Still, management noted the supply chain headwinds would start to hurt gross profit margins in the next quarter and for the rest of the fiscal year. The costs to move inventory between its manufacturing facilities to wholesale partners and customers worldwide are increasing.
Labor shortages at ports are delaying turnaround times for ships carrying large quantities of merchandise. For instance, Nike noted that it takes twice as long to get inventory from its manufacturing facilities to North America as before the pandemic.
Moreover, the shutdowns at its facilities in Vietnam and Indonesia have cost the company weeks of production. The Indonesia facility is reopened, but the Vietnam facility remains closed.
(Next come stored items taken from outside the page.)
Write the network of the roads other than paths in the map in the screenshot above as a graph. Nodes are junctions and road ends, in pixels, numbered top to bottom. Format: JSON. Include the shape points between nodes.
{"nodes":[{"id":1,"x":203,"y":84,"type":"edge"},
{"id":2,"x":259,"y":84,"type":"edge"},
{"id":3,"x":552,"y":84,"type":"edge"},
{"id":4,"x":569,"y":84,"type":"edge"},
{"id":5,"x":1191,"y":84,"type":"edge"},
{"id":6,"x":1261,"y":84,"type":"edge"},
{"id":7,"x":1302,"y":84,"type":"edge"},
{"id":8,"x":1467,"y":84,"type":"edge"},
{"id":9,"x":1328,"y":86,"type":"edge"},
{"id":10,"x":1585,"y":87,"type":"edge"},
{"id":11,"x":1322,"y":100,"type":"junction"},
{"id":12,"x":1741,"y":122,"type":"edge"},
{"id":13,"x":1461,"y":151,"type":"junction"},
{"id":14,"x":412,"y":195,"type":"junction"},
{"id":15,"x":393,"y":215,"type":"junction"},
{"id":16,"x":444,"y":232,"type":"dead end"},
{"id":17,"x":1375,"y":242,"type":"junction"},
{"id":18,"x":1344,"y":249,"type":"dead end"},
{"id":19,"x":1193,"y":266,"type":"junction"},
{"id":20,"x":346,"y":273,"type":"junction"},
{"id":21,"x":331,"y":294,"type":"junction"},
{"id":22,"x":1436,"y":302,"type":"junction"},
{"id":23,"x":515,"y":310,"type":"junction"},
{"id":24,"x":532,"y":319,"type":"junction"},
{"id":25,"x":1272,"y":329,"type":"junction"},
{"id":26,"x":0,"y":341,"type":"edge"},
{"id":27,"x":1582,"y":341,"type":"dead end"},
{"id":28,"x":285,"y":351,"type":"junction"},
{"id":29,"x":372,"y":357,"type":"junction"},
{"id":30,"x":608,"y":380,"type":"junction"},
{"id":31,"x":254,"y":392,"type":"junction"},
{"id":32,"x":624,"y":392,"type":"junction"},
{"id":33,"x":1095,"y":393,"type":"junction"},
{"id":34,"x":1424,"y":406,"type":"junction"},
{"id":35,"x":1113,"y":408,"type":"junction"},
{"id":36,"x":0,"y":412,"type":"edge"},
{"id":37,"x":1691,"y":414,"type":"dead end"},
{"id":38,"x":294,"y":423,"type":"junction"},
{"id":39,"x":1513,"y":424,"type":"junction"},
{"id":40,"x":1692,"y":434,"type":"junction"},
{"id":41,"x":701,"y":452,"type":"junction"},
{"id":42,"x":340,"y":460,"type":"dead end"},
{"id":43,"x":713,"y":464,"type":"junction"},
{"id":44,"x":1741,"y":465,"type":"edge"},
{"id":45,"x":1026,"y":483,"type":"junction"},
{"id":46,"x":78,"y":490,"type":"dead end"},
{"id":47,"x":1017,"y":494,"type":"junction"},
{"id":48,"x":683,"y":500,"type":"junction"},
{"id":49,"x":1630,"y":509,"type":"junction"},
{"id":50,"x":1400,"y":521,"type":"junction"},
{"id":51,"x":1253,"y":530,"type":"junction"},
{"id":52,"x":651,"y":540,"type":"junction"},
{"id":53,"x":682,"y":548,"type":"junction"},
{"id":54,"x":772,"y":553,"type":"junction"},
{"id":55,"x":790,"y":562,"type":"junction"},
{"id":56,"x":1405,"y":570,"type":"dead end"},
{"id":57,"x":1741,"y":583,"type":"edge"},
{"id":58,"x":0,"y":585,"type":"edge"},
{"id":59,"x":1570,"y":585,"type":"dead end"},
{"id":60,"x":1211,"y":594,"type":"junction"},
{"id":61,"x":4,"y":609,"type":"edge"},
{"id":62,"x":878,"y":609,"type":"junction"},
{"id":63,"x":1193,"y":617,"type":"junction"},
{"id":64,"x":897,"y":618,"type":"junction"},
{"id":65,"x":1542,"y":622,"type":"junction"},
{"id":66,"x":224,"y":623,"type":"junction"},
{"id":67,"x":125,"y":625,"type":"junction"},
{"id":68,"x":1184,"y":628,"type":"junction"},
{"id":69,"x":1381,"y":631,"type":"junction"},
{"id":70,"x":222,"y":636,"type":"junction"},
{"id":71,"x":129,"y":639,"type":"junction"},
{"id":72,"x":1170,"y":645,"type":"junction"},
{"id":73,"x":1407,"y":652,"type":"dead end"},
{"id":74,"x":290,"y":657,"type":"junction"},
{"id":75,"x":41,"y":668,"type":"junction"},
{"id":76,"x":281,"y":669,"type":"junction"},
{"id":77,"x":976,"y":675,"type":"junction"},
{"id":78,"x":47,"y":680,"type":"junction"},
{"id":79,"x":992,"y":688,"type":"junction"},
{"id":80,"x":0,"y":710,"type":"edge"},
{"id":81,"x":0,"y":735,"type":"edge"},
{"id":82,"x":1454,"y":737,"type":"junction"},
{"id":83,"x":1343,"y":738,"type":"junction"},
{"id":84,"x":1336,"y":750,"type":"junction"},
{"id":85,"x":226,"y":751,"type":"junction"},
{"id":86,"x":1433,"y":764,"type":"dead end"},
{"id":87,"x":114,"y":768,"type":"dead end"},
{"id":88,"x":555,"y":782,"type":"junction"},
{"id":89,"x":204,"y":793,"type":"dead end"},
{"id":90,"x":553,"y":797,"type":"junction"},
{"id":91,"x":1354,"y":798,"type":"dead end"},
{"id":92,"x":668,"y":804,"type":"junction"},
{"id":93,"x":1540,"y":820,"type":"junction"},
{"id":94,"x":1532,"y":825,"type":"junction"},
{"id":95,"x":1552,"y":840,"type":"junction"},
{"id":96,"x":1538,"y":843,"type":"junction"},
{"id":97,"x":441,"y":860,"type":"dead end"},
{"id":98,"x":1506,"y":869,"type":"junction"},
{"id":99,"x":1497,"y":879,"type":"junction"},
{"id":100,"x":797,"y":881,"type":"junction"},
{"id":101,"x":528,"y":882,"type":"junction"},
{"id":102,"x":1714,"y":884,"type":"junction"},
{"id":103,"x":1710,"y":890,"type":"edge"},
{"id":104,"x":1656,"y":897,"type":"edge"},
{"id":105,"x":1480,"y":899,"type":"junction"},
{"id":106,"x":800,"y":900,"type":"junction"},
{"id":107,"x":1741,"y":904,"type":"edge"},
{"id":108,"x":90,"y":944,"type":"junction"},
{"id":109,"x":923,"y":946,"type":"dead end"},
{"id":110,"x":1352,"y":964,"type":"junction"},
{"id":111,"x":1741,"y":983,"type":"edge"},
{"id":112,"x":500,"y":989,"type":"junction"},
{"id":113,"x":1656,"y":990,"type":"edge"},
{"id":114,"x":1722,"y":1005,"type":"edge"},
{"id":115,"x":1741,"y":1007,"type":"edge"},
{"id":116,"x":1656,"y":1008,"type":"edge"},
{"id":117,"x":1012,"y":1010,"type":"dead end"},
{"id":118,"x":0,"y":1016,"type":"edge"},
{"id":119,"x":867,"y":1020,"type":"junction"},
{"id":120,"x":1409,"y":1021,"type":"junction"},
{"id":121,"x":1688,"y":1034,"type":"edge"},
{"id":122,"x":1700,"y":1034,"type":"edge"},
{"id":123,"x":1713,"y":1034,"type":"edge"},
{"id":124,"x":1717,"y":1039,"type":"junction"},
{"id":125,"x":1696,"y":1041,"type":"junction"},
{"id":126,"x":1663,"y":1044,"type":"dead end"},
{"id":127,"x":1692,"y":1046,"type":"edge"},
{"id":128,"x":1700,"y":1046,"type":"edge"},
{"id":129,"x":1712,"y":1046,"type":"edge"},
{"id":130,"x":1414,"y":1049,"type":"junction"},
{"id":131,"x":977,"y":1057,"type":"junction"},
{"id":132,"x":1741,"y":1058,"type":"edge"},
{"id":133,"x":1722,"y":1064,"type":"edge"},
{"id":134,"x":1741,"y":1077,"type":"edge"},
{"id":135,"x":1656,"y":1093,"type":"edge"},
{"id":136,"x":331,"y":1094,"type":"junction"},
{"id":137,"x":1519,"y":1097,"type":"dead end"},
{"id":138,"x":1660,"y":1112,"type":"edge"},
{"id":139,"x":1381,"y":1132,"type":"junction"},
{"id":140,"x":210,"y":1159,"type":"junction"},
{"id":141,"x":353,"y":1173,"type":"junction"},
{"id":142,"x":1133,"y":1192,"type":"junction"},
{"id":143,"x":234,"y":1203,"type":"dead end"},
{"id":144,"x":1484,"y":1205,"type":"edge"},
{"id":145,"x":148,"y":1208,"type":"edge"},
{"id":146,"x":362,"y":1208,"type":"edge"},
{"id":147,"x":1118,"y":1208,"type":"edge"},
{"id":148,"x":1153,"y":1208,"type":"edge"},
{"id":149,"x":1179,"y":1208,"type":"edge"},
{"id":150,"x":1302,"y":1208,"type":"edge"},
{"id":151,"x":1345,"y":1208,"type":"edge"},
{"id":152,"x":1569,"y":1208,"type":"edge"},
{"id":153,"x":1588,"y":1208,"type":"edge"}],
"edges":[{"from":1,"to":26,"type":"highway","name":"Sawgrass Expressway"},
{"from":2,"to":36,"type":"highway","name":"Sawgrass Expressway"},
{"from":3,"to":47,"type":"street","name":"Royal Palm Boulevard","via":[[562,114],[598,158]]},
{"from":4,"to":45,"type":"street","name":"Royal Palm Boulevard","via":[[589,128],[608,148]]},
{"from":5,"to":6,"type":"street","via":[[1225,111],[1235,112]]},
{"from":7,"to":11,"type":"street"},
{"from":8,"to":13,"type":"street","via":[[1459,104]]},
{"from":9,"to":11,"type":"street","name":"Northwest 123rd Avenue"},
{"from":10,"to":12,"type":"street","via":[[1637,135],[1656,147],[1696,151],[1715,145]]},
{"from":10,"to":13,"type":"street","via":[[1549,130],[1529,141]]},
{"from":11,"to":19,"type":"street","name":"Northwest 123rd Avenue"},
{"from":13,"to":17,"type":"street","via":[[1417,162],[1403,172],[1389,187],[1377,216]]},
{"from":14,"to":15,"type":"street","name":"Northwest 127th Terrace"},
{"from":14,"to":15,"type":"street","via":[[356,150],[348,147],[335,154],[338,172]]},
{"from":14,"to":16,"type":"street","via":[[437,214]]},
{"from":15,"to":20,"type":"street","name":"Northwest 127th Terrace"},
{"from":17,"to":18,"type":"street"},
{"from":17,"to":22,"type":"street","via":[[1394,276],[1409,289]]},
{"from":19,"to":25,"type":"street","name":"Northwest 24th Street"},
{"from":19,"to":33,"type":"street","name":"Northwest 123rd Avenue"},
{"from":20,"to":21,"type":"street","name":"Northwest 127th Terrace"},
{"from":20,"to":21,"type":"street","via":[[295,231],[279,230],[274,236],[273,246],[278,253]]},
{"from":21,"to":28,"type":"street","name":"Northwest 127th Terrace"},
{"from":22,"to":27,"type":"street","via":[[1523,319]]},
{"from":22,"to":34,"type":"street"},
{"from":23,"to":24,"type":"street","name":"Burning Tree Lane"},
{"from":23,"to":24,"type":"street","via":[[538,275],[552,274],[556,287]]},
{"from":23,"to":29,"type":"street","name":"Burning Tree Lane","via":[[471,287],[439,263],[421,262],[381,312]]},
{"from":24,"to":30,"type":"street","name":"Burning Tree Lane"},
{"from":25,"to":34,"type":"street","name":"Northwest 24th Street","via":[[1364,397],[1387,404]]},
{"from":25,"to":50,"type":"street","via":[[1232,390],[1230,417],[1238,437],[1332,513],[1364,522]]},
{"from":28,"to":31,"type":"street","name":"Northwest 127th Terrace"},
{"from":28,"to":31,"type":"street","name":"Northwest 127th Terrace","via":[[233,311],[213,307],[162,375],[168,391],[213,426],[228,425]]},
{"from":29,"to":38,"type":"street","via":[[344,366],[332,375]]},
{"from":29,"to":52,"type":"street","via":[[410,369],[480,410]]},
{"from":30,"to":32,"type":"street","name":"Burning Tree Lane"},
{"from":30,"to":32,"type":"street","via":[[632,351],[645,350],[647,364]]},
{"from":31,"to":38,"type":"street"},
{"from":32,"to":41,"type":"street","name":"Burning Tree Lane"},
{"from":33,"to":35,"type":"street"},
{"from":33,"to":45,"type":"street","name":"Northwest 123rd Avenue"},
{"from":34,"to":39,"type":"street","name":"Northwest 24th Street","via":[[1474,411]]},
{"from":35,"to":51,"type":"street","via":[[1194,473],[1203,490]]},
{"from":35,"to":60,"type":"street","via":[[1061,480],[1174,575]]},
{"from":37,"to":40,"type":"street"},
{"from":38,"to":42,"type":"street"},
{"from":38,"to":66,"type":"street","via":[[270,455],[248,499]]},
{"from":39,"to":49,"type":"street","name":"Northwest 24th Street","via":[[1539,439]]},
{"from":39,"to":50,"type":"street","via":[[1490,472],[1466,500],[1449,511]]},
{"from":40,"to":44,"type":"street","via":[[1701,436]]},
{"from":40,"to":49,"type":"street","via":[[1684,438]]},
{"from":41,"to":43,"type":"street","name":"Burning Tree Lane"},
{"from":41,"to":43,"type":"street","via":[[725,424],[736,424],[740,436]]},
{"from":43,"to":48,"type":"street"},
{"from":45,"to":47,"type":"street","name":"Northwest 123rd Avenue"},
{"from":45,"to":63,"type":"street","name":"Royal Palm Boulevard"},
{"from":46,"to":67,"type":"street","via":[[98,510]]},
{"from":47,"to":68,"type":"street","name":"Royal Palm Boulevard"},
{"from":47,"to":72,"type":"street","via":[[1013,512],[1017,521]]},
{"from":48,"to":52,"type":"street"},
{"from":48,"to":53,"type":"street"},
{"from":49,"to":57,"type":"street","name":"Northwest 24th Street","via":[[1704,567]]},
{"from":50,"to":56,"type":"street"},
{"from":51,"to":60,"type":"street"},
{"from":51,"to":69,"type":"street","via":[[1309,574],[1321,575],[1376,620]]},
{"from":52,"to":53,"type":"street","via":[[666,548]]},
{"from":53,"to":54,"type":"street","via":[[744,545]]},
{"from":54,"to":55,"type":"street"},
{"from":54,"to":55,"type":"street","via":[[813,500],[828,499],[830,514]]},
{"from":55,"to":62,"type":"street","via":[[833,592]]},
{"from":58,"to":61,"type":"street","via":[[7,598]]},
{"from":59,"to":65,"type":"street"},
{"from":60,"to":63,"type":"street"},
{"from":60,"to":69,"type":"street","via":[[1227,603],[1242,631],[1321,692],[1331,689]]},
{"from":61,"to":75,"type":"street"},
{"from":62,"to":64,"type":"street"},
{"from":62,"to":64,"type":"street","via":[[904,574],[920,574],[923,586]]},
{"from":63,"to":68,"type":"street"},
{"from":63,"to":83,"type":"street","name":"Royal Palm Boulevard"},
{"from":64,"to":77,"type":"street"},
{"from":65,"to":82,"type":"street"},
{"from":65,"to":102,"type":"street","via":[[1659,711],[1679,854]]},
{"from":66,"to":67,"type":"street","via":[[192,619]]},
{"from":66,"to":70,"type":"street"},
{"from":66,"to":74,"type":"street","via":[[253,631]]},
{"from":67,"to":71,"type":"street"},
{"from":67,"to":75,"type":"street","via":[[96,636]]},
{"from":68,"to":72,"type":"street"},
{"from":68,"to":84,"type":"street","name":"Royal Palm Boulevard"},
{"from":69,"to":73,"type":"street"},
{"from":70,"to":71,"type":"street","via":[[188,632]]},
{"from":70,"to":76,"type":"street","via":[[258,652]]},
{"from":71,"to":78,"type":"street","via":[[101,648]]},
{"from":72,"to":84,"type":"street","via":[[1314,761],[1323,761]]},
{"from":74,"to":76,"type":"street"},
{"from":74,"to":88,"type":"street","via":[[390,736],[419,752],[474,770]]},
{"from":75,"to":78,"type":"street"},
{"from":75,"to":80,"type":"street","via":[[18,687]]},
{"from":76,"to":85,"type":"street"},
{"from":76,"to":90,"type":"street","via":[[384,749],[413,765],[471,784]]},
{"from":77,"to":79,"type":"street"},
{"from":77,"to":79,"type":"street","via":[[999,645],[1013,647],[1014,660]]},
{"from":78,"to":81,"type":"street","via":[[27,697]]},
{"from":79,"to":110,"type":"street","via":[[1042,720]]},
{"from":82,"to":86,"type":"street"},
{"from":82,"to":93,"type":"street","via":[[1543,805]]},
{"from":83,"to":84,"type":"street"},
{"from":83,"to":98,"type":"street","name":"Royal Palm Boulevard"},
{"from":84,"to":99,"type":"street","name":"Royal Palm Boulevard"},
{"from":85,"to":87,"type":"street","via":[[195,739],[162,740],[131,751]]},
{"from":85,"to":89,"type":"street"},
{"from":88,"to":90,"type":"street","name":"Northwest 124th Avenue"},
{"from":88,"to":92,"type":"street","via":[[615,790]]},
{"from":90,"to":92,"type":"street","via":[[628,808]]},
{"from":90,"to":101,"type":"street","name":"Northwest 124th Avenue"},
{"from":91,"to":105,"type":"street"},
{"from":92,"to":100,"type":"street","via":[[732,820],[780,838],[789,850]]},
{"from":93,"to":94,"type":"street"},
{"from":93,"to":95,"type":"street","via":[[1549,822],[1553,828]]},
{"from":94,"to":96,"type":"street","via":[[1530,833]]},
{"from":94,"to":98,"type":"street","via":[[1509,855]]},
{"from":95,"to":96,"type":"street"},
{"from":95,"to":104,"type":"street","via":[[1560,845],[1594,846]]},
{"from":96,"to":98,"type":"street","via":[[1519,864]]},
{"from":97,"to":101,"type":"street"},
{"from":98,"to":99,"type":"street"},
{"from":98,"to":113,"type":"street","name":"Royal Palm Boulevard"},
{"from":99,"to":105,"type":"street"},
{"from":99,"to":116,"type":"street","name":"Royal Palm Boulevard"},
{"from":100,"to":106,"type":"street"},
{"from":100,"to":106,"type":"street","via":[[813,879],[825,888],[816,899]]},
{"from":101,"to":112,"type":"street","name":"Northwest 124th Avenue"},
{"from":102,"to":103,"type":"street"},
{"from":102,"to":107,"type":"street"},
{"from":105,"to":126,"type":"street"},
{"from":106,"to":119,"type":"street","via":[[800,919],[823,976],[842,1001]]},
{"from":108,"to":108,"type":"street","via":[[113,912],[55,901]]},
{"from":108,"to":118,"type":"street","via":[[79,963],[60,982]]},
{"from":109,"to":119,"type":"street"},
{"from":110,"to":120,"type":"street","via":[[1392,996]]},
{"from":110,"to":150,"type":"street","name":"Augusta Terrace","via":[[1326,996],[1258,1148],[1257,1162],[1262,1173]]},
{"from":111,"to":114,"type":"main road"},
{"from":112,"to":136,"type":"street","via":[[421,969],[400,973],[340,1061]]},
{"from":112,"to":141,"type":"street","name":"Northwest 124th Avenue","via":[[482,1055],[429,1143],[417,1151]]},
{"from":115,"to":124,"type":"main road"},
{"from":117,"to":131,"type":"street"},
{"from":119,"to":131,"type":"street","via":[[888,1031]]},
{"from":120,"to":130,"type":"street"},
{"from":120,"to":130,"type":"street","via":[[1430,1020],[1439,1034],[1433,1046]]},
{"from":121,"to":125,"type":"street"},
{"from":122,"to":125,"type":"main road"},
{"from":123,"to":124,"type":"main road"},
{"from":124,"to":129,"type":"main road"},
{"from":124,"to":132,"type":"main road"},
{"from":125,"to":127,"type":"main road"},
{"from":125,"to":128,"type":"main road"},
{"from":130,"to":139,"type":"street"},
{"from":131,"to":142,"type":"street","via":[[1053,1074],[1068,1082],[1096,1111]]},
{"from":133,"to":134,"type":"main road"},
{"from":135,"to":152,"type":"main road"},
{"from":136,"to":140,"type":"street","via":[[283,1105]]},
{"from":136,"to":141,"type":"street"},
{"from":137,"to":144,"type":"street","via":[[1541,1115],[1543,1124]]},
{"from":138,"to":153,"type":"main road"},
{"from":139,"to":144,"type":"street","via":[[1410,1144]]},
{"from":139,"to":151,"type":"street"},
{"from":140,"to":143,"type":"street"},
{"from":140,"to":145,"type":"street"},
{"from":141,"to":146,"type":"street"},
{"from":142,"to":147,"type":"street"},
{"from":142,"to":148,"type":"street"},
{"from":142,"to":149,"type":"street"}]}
Because these effects will persist for at least the rest of its fiscal 2022, management lowered expectations for critical metrics for the next quarter and the rest of the year:
We now expect fiscal 22 Revenue to grow mid-single digits versus the prior year, versus our prior guidance of low-double digit growth, due solely to the supply chain impacts that I just described. Specifically, for Q2, we expect revenue growth to be flat to down low single digits versus the prior year, as factory closures have impacted production and delivery times for the holiday and spring seasons. Lost weeks of production combined with longer transit times will lead to inventory shortages in the marketplace for the next few quarters.
Nike’s stock price dip is no surprise
Given all the negatives that came out of Thursday’s earnings report, it’s no surprise Nike’s stock closed 6.2% lower on Friday. The stock might have been down further if the company hadn’t reiterated its confidence to reach the long-run targets it presented to investors at the end of fiscal 2021.
Nike’s results are yet another reminder of how difficult running a business during a pandemic can be. There is no telling where an outbreak of COVID-19 infection can occur and what level or degree of disruption it will cause.